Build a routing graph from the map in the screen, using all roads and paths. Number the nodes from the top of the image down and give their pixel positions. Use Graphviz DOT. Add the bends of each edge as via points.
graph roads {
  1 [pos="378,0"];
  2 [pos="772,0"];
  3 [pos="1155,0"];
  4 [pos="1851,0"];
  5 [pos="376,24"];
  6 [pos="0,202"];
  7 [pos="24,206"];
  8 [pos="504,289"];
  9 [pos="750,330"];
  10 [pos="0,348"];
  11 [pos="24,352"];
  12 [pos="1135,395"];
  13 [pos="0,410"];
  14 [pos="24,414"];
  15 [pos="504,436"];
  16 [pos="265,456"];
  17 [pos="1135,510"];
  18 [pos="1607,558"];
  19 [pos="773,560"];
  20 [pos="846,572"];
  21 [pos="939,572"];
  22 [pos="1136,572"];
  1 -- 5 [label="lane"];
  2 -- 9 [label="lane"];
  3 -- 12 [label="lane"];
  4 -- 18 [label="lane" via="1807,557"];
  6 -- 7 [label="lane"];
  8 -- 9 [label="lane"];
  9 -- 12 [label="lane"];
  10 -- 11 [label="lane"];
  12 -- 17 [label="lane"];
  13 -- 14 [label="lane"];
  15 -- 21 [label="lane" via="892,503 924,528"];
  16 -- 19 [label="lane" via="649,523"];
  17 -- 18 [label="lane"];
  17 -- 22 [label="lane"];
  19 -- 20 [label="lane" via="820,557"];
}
• • •
### To do
The records above are to be transcribed exactly and completely.

### Solution
Build a routing graph from the map in the screen, using all roads and paths. Number the nodes from the top of the image down and give their pixel positions. Use Graphviz DOT. Add the bends of each edge as via points.
graph roads {
  1 [pos="378,0"];
  2 [pos="772,0"];
  3 [pos="1155,0"];
  4 [pos="1851,0"];
  5 [pos="376,24"];
  6 [pos="0,202"];
  7 [pos="24,206"];
  8 [pos="504,289"];
  9 [pos="750,330"];
  10 [pos="0,348"];
  11 [pos="24,352"];
  12 [pos="1135,395"];
  13 [pos="0,410"];
  14 [pos="24,414"];
  15 [pos="504,436"];
  16 [pos="265,456"];
  17 [pos="1135,510"];
  18 [pos="1607,558"];
  19 [pos="773,560"];
  20 [pos="846,572"];
  21 [pos="939,572"];
  22 [pos="1136,572"];
  1 -- 5 [label="lane"];
  2 -- 9 [label="lane"];
  3 -- 12 [label="lane"];
  4 -- 18 [label="lane" via="1807,557"];
  6 -- 7 [label="lane"];
  8 -- 9 [label="lane"];
  9 -- 12 [label="lane"];
  10 -- 11 [label="lane"];
  12 -- 17 [label="lane"];
  13 -- 14 [label="lane"];
  15 -- 21 [label="lane" via="892,503 924,528"];
  16 -- 19 [label="lane" via="649,523"];
  17 -- 18 [label="lane"];
  17 -- 22 [label="lane"];
  19 -- 20 [label="lane" via="820,557"];
}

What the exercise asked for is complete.